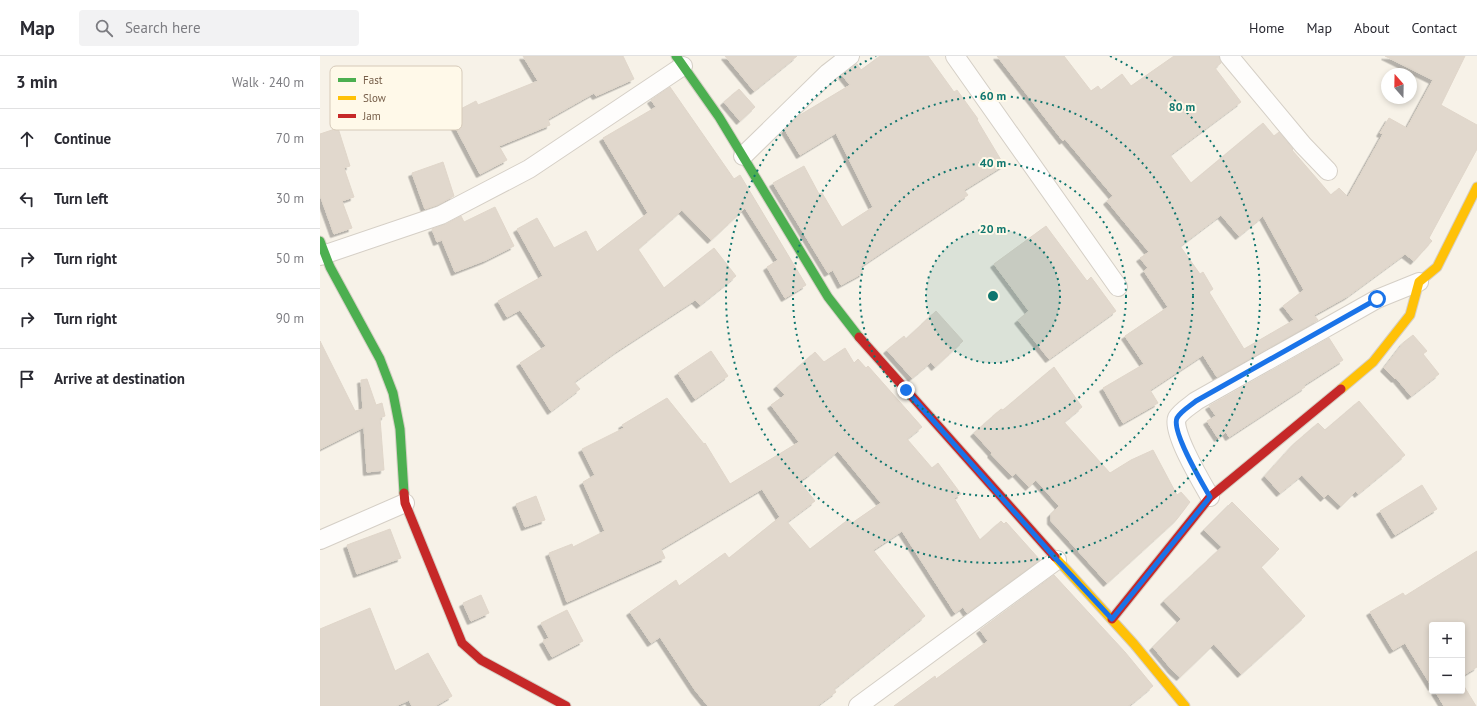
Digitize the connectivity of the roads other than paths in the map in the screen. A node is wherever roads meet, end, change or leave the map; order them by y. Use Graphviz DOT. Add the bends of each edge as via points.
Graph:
graph roads {
  1 [pos="850,56"];
  2 [pos="955,56"];
  3 [pos="1229,56"];
  4 [pos="680,61"];
  5 [pos="743,156"];
  6 [pos="1328,172"];
  7 [pos="1477,187"];
  8 [pos="321,250"];
  9 [pos="1419,282"];
  10 [pos="1118,287"];
  11 [pos="1210,497"];
  12 [pos="406,503"];
  13 [pos="320,540"];
  14 [pos="1057,560"];
  15 [pos="1112,619"];
  16 [pos="566,706"];
  17 [pos="858,706"];
  18 [pos="1185,706"];
  1 -- 5 [label="street" via="828,73"];
  2 -- 10 [label="street"];
  3 -- 6 [label="street"];
  4 -- 5 [label="street"];
  4 -- 8 [label="street" via="529,169 441,216"];
  5 -- 14 [label="street" via="828,297 854,332"];
  7 -- 9 [label="street" via="1437,267"];
  8 -- 12 [label="street" via="380,359 393,393 400,429"];
  9 -- 11 [label="street" via="1410,315 1373,362"];
  9 -- 11 [label="street" via="1377,299 1196,401 1178,417 1178,436"];
  11 -- 15 [label="street"];
  12 -- 13 [label="street"];
  12 -- 16 [label="street" via="462,643 481,660"];
  14 -- 15 [label="street"];
  14 -- 17 [label="street"];
  15 -- 18 [label="street"];
}
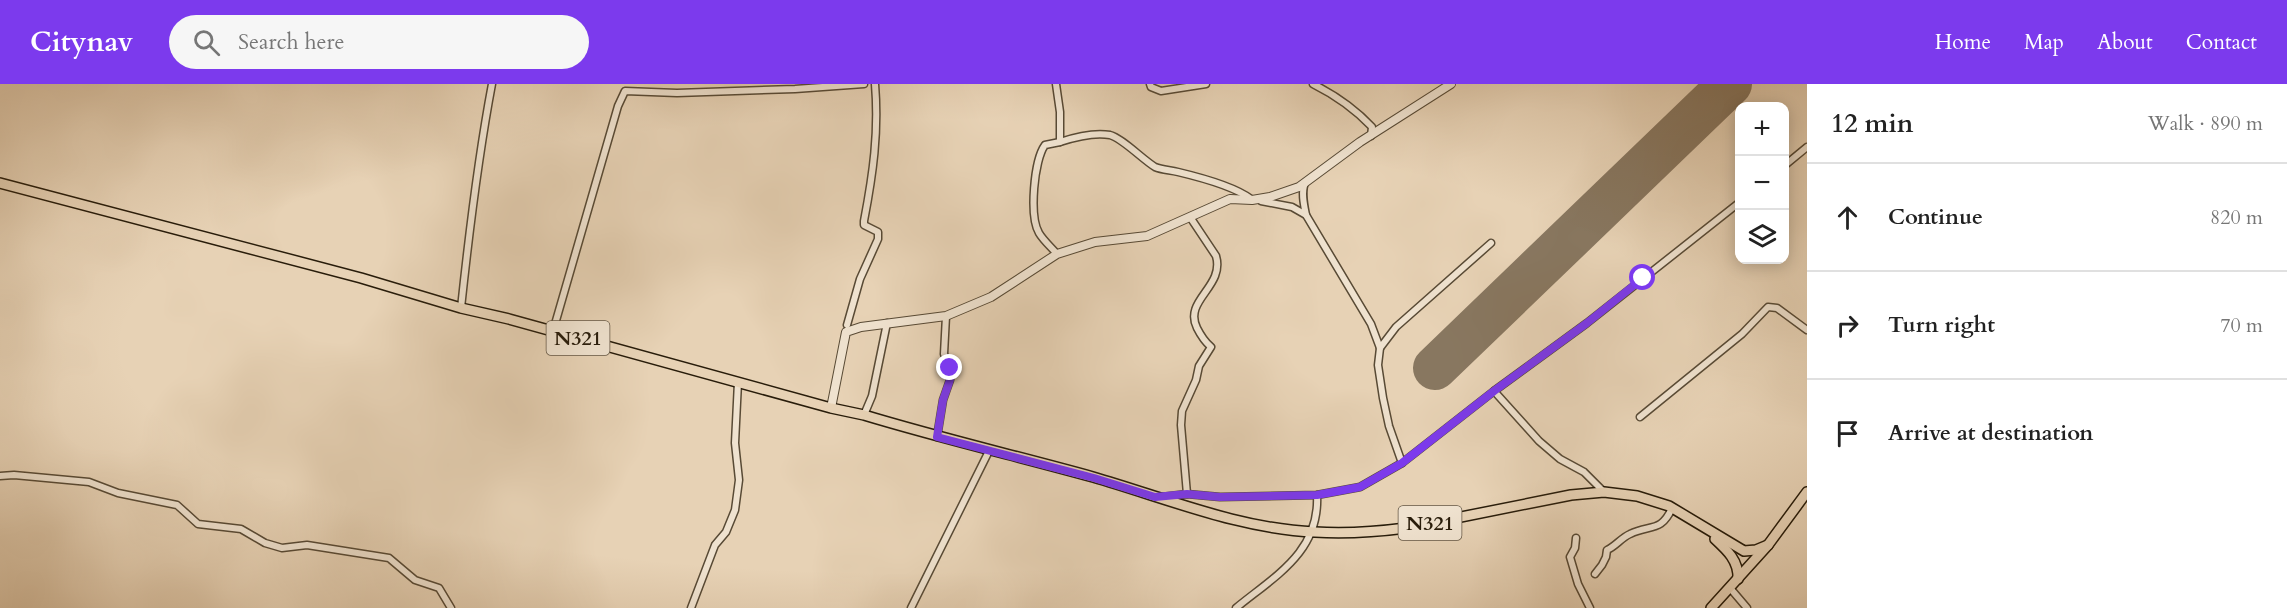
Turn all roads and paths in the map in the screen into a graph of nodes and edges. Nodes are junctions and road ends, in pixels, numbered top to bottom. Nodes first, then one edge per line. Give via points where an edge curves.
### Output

● ● ● ● ●

▶ **PROBLEM TO SOLVE**
Transcribe each line above exactly, pictures excluded.

▶ **ANSWER**
Digitize the connectivity of the roads other than paths in the map in the screen. A node is wherever roads meet, end, change or leave the map; order them by y. Use Graphviz DOT. Add the bends of each edge as via points.
Graph:
graph roads {
  1 [pos="850,56"];
  2 [pos="955,56"];
  3 [pos="1229,56"];
  4 [pos="680,61"];
  5 [pos="743,156"];
  6 [pos="1328,172"];
  7 [pos="1477,187"];
  8 [pos="321,250"];
  9 [pos="1419,282"];
  10 [pos="1118,287"];
  11 [pos="1210,497"];
  12 [pos="406,503"];
  13 [pos="320,540"];
  14 [pos="1057,560"];
  15 [pos="1112,619"];
  16 [pos="566,706"];
  17 [pos="858,706"];
  18 [pos="1185,706"];
  1 -- 5 [label="street" via="828,73"];
  2 -- 10 [label="street"];
  3 -- 6 [label="street"];
  4 -- 5 [label="street"];
  4 -- 8 [label="street" via="529,169 441,216"];
  5 -- 14 [label="street" via="828,297 854,332"];
  7 -- 9 [label="street" via="1437,267"];
  8 -- 12 [label="street" via="380,359 393,393 400,429"];
  9 -- 11 [label="street" via="1410,315 1373,362"];
  9 -- 11 [label="street" via="1377,299 1196,401 1178,417 1178,436"];
  11 -- 15 [label="street"];
  12 -- 13 [label="street"];
  12 -- 16 [label="street" via="462,643 481,660"];
  14 -- 15 [label="street"];
  14 -- 17 [label="street"];
  15 -- 18 [label="street"];
}
Turn all roads and paths in the map in the screen into a graph of nodes and edges. Nodes are junctions and road ends, in pixels, numbered top to bottom. Nodes first, then one edge per line. Give via points where an edge curves.
### Output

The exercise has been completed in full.